Member of the Legislative Council
- In office 1961–1964
- Constituency: New Britain
- In office 1959
- Preceded by: Dudley Jones
- Succeeded by: Don Barrett
- Constituency: New Guinea Islands

Personal details
- Born: 1910 United Kingdom
- Died: 28 April 1980 (aged 69) Rabaul, Papua New Guinea

= John Chipper =

British politician

John Lester Chipper (1910 – 28 April 1980) was an English-born Papua New Guinean businessman and politician. He served in the Legislative Council in two spells between 1959 and 1964 and headed the local council of Rabaul for several years.

==Biography==
Born in England in 1910, Chipper emigrated to Australia as a young man. In 1932 he moved to the Territory of New Guinea to join the gold rush, working in Bulolo, Maprik and Wau. During World War II he joined the Z Special Unit, serving in the southwest Pacific and Timor. Following the war he went into business in Rabaul, initially salvaging materials left over from the war. He expanded into building, engineering, finance, haulage, logging, milling, planting, property development and vehicle sales, and became president of the Planters and Traders’ Association of New Guinea.
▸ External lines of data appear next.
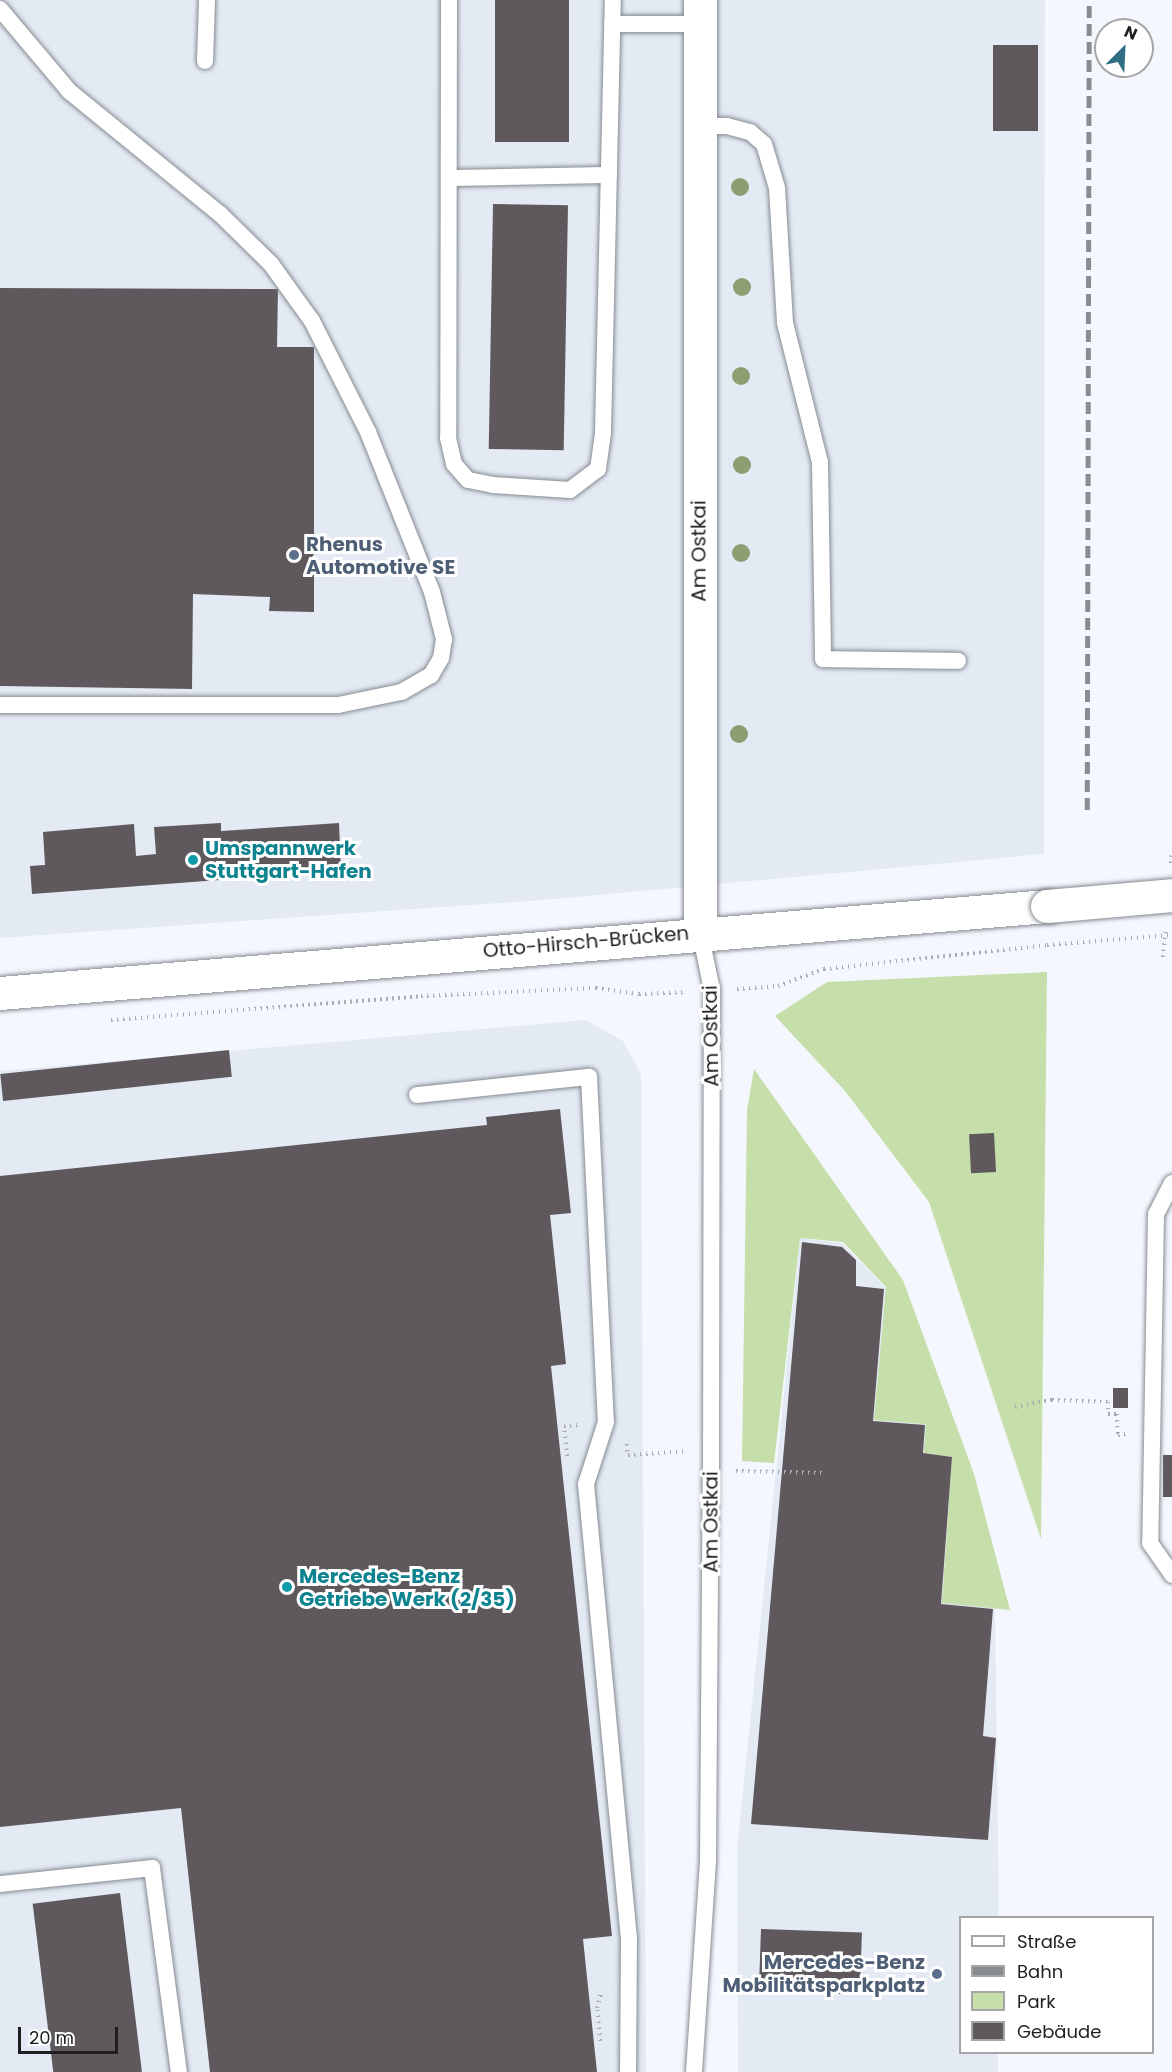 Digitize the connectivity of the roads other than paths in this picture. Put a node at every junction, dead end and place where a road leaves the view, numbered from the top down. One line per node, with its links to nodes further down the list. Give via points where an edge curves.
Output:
1 (207, 0): 7 (lane)
2 (449, 0): 10 (lane)
3 (613, 0): 6 (lane)
4 (0, 9): 12 (lane, via 69,91 220,214 271,264 312,321 368,432 432,591 444,639 441,658 431,675 402,692 338,705)
5 (700, 12): 6 (lane); 8 (main road, Am Ostkai)
6 (612, 24): 9 (lane)
7 (205, 61)
8 (699, 126): 11 (lane, via 727,126 750,132 764,144 777,188 785,323 820,462 823,659); 14 (main road, Am Ostkai)
9 (609, 175): 10 (lane); 10 (lane, via 603,432 598,469 570,490 485,484 468,480 454,464 448,438)
10 (449, 178)
11 (958, 661)
12 (0, 705)
13 (1172, 895): 14 (main road, Otto-Hirsch-Brücken, bridge)
14 (700, 932): 15 (main road, Otto-Hirsch-Brücken); 20 (lane, Am Ostkai, via 712,990 708,1861)
15 (0, 993)
16 (417, 1095): 22 (lane, via 589,1077 606,1422 586,1484 628,1937)
17 (1172, 1183): 18 (lane, via 1156,1214 1150,1543)
18 (1172, 1575)
19 (0, 1884): 21 (lane, via 153,1868)
20 (693, 2036): 23 (lane, Am Ostkai); 24 (lane, Am Ostkai)
21 (179, 2072)
22 (628, 2072)
23 (685, 2072)
24 (694, 2072) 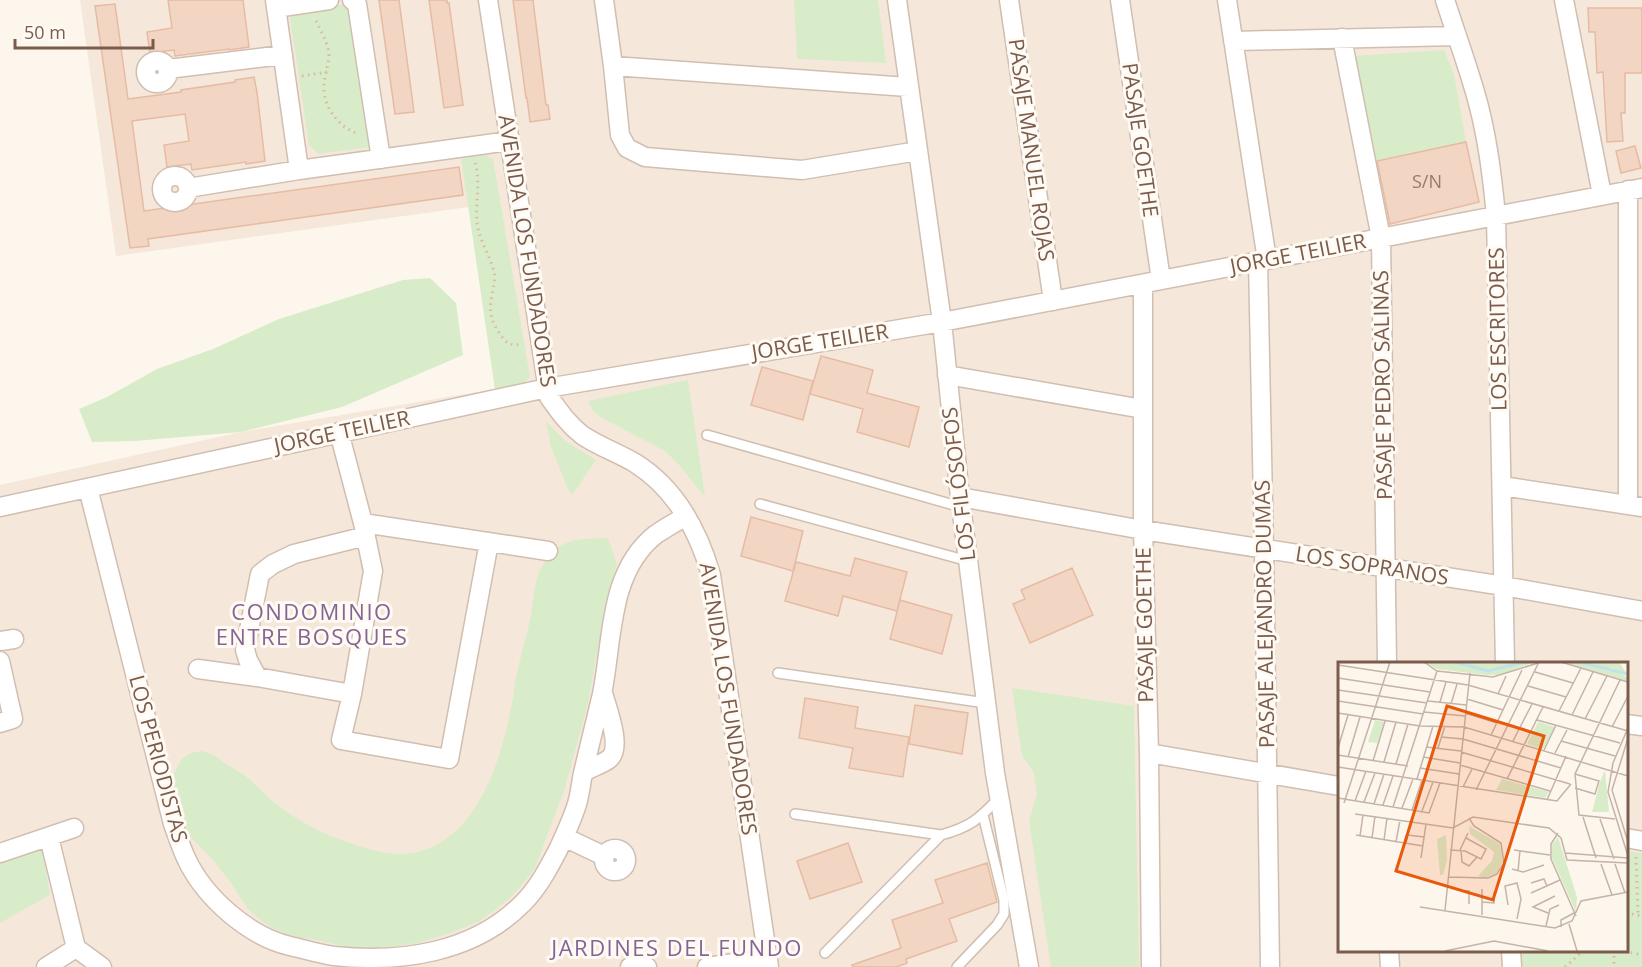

He entered politics after being appointed to the Town Advisory Board of Rabaul in 1951. In 1959 all three elected members of the Legislative Council resigned in protest over the introduction of income tax. In the subsequent by-elections on 12 September, Chipper ran for the New Guinea Islands seat as a Taxpayers' Association candidate, pledging to also resign in protest if he was elected. He was duly elected with 87% of the vote and then resigned on 29 September.

Following the expansion of the Legislative Council, he contested the New Britain seat in the 1961 elections, defeating the incumbent Don Barrett. He did not stand for re-election in the 1964 elections. However, he continued in local politics, spending 29 years on the Town Advisory Council and its successor bodies, Rabaul Town Council and Rabaul Community Government. When Papua New Guinea became independent in 1975, he took citizenship of the new state, and served as president of the Town Council for eight years until it was converted into a Community Government in March 1980. He was then elected president of the new council.

On 28 April 1980 he suffered a heart attack while making a dawn patrol of Rabaul and died in Nonga hospital later the same day.